■ **To do**
Within this material, find every line where the string "that" appears, and copy it out.

■ **Exercise input**
=== Begin Enclosure ===

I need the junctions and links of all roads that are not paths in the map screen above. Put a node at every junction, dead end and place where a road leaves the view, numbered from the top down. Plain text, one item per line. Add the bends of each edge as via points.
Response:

=== End Enclosure ===
=== Begin Enclosure ===

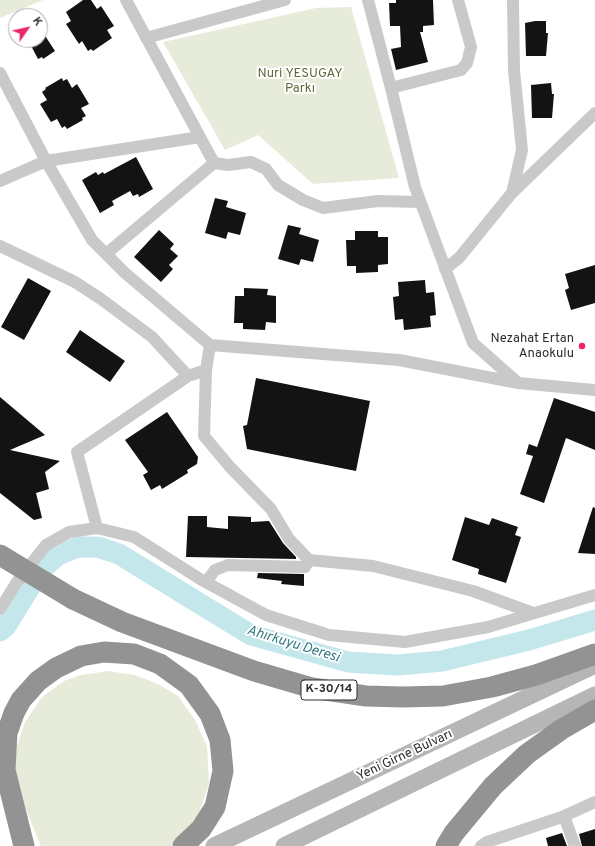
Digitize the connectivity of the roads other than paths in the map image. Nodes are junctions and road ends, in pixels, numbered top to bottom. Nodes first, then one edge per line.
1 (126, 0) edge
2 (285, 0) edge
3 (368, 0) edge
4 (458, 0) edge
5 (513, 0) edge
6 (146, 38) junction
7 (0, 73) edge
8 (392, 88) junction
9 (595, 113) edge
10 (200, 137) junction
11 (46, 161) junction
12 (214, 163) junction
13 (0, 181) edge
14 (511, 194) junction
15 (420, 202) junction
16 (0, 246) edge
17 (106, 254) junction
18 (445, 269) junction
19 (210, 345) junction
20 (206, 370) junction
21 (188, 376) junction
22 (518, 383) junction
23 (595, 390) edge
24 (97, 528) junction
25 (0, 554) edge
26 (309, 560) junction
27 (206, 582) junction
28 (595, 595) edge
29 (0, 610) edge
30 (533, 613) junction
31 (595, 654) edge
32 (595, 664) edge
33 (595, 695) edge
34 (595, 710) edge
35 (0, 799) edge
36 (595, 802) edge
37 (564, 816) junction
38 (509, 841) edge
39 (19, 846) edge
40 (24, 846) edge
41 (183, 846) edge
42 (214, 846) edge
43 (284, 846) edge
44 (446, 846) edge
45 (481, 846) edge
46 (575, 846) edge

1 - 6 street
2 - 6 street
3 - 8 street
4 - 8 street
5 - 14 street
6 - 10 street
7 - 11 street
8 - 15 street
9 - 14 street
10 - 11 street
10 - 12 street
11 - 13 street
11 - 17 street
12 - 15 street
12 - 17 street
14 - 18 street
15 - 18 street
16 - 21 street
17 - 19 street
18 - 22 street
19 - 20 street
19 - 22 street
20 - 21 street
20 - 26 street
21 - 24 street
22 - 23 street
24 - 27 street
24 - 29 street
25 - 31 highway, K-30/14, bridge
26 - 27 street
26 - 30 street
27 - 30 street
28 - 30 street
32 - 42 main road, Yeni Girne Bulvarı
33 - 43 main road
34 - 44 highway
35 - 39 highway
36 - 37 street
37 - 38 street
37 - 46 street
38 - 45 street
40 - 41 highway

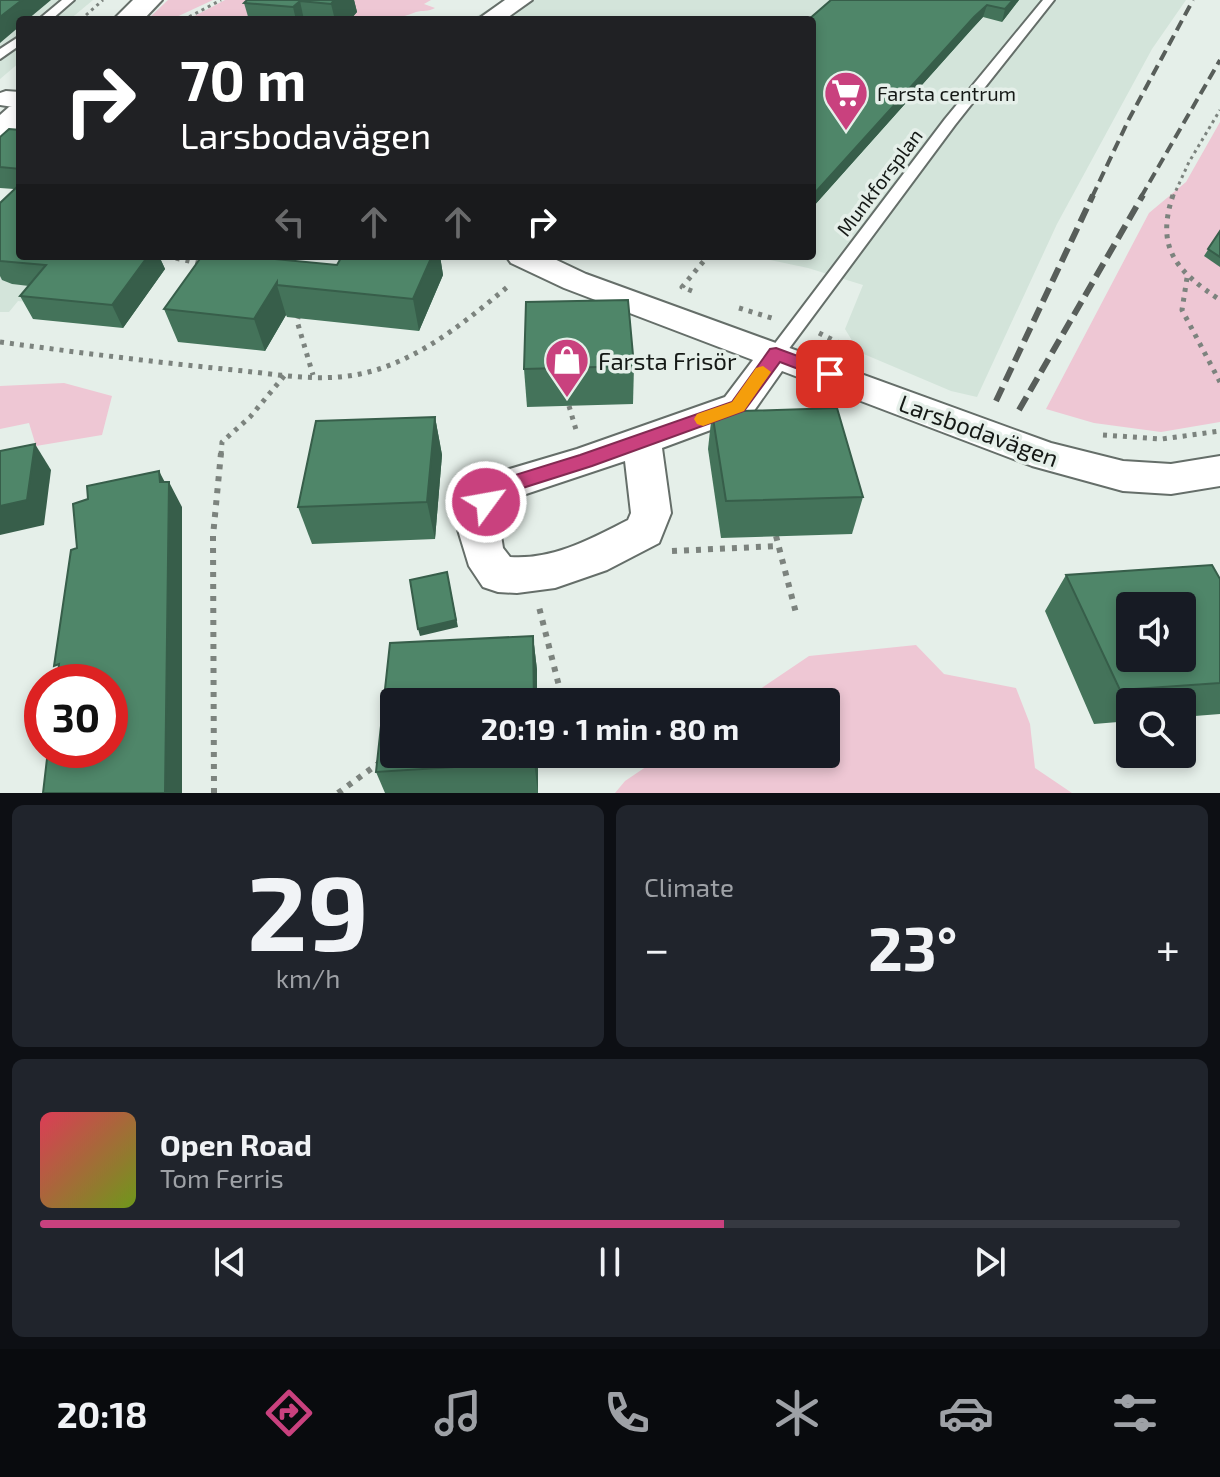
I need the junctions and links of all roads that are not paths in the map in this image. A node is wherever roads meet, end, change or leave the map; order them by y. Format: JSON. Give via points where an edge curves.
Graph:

=== End Enclosure ===
=== Begin Enclosure ===

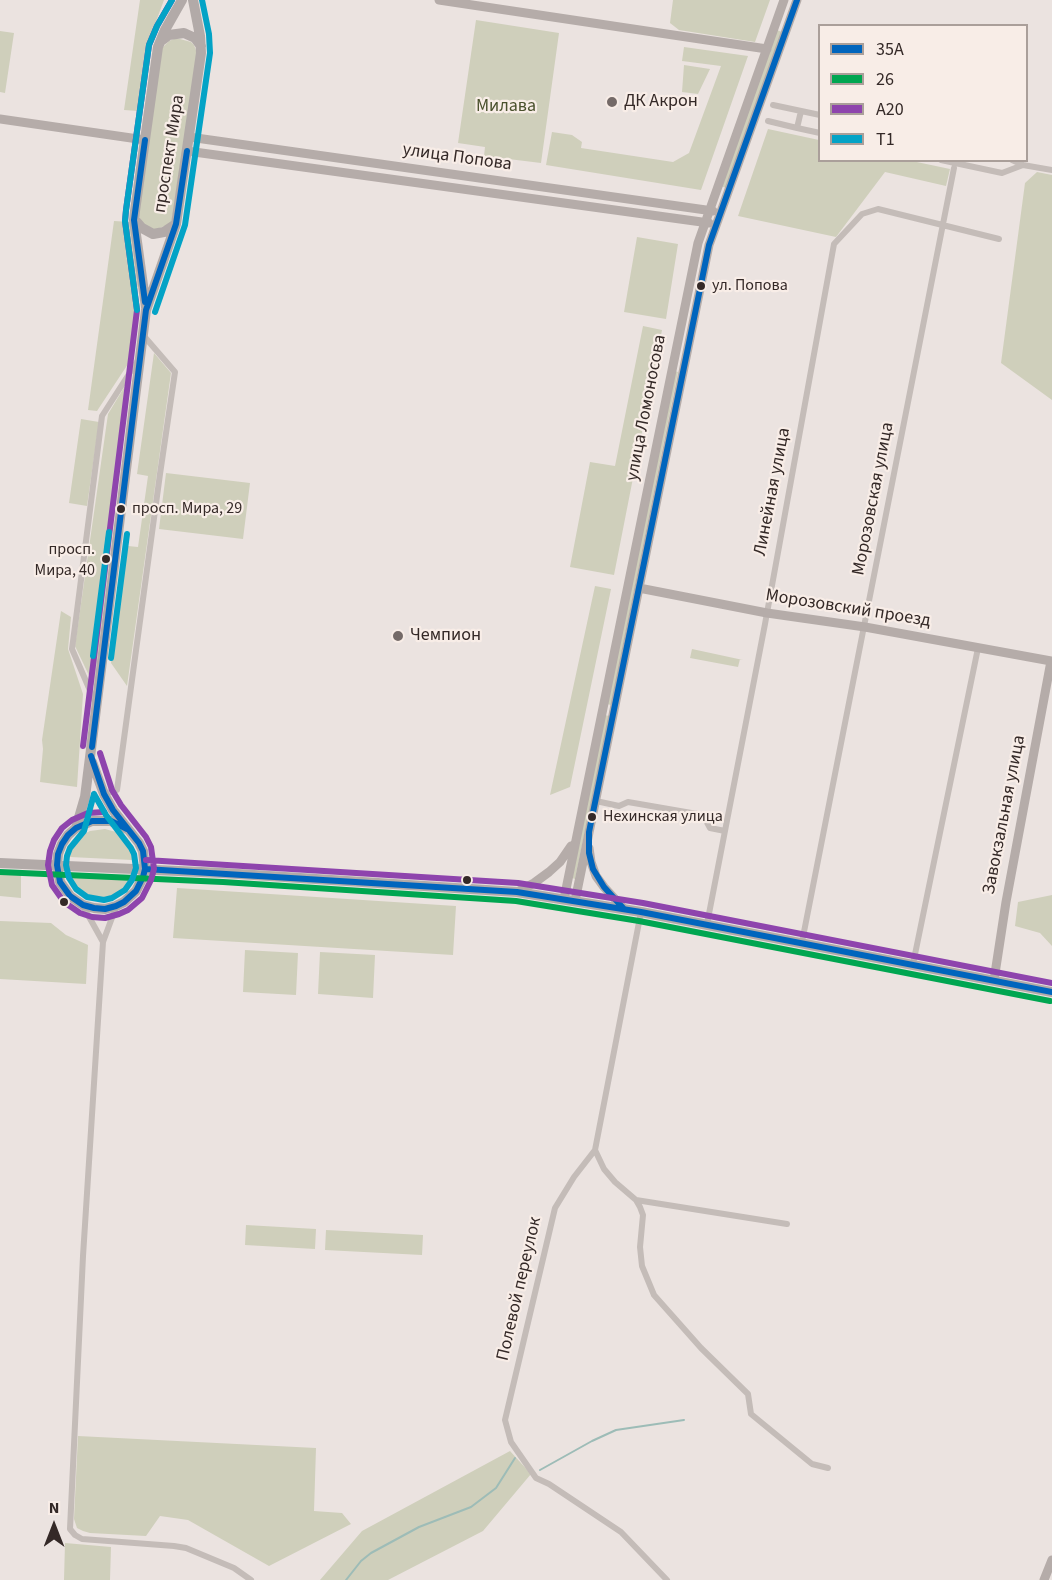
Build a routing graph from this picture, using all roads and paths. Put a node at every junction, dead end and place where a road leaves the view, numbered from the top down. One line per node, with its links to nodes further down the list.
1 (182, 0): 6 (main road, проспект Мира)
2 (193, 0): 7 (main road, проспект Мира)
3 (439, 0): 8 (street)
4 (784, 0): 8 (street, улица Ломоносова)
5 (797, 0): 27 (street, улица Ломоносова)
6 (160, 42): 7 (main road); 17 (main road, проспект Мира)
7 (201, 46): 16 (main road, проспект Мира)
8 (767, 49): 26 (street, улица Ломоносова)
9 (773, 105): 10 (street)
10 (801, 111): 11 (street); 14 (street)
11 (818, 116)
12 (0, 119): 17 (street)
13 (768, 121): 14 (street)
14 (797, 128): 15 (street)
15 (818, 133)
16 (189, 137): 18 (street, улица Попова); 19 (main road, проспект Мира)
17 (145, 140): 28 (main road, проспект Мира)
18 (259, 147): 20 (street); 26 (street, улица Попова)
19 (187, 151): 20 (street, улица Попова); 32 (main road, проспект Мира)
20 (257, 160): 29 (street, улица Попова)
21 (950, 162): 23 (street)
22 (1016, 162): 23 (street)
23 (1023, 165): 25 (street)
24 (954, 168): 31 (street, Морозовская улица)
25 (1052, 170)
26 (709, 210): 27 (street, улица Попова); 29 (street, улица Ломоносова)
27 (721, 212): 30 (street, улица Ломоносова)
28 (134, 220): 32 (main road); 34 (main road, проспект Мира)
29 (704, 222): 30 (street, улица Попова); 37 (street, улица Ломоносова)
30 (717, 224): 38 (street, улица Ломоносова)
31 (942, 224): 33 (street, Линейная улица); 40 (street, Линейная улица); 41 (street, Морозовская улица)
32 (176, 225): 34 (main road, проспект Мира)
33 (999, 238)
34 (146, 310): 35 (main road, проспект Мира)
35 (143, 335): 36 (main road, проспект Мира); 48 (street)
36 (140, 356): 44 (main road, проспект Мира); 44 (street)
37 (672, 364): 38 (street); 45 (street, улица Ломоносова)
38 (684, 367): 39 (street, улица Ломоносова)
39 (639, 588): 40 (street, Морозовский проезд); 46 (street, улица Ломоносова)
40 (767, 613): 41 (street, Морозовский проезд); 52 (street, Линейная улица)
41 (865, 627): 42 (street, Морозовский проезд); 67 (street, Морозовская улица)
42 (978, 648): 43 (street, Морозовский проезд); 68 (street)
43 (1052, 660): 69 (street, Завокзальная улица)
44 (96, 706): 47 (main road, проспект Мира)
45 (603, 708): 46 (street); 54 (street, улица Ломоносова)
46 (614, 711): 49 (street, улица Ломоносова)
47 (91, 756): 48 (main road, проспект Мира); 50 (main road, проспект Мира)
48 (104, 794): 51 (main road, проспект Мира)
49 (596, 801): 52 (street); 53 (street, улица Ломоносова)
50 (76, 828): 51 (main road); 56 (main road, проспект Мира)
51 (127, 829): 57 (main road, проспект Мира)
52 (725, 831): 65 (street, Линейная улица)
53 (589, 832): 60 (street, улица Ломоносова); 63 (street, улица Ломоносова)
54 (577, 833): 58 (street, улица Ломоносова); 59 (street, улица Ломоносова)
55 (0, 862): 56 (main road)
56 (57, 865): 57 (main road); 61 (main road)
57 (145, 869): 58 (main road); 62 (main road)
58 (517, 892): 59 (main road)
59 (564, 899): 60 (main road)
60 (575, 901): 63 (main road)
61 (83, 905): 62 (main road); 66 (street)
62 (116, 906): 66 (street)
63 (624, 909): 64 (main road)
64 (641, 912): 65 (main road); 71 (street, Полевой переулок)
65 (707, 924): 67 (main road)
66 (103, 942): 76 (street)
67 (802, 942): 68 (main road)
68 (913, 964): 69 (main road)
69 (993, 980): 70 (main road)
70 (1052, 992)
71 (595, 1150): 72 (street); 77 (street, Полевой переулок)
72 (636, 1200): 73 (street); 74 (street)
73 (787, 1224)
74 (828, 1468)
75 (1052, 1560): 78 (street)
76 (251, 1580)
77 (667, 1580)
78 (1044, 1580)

=== End Enclosure ===

■ **Solution to this problem**
I need the junctions and links of all roads that are not paths in the map screen above. Put a node at every junction, dead end and place where a road leaves the view, numbered from the top down. Plain text, one item per line. Add the bends of each edge as via points.
I need the junctions and links of all roads that are not paths in the map in this image. A node is wherever roads meet, end, change or leave the map; order them by y. Format: JSON. Give via points where an edge curves.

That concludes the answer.